**What you have to do:** Which lines have the string "Rosa"? Copy all of them from the entries below.

**Supplied data:**

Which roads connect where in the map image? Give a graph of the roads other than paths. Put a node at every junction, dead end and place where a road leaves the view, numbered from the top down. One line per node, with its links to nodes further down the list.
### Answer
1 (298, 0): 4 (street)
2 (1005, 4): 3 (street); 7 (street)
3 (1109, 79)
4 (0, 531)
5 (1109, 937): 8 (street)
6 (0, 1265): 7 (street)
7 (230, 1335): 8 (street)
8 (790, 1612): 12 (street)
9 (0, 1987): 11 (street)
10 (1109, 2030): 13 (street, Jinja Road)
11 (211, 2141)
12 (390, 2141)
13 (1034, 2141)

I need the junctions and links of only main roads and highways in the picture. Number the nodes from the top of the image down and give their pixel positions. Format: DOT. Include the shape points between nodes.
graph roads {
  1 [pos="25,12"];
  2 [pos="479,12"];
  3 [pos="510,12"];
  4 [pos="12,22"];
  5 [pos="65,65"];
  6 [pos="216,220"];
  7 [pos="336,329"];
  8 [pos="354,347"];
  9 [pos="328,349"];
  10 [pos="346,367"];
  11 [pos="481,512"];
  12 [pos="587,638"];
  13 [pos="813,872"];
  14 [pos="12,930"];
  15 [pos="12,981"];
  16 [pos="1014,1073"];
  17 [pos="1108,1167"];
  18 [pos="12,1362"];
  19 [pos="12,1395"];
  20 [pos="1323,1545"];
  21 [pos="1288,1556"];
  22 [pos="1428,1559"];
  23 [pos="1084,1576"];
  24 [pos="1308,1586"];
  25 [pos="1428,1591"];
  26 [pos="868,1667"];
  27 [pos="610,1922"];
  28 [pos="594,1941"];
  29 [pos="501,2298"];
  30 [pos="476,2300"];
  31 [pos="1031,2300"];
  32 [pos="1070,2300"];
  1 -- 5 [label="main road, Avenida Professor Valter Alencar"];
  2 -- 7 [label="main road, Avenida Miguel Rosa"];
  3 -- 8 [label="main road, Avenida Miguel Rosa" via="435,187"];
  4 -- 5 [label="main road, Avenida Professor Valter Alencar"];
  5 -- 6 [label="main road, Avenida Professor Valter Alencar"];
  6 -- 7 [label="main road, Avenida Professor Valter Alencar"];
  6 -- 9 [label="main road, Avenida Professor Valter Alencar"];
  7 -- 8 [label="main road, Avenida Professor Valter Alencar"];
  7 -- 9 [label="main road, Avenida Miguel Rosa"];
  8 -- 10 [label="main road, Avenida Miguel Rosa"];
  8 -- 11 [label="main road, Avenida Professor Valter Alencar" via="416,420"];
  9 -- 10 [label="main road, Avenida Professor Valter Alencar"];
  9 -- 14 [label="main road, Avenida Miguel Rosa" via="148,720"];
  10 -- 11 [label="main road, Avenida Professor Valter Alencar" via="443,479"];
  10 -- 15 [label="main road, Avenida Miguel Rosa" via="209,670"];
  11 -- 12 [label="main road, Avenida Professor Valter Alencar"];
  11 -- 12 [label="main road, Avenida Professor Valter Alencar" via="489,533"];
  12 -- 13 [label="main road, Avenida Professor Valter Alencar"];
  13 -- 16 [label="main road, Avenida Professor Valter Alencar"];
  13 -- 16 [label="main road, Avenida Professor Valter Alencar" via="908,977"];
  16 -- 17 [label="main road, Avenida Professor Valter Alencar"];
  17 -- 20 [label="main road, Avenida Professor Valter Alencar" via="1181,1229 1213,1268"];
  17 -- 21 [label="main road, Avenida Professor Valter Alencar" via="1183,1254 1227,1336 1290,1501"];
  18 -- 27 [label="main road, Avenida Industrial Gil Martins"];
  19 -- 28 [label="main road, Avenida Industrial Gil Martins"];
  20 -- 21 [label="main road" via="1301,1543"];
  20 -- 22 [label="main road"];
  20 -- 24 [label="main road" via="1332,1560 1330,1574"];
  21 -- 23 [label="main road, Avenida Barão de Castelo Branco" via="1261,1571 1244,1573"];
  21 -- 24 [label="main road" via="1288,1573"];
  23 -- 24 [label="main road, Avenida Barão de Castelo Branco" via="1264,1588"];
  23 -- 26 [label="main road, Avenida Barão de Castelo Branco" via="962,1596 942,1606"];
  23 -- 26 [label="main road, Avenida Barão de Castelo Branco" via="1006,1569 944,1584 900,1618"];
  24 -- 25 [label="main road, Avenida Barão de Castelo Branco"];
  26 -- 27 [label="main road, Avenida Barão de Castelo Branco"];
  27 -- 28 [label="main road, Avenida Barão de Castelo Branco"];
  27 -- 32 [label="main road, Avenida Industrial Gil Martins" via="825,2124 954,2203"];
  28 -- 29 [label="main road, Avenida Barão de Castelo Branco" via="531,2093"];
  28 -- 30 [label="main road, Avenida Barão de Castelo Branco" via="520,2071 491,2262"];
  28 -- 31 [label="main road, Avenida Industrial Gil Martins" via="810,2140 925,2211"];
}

**Reply:**
  2 -- 7 [label="main road, Avenida Miguel Rosa"];
  3 -- 8 [label="main road, Avenida Miguel Rosa" via="435,187"];
  7 -- 9 [label="main road, Avenida Miguel Rosa"];
  8 -- 10 [label="main road, Avenida Miguel Rosa"];
  9 -- 14 [label="main road, Avenida Miguel Rosa" via="148,720"];
  10 -- 15 [label="main road, Avenida Miguel Rosa" via="209,670"];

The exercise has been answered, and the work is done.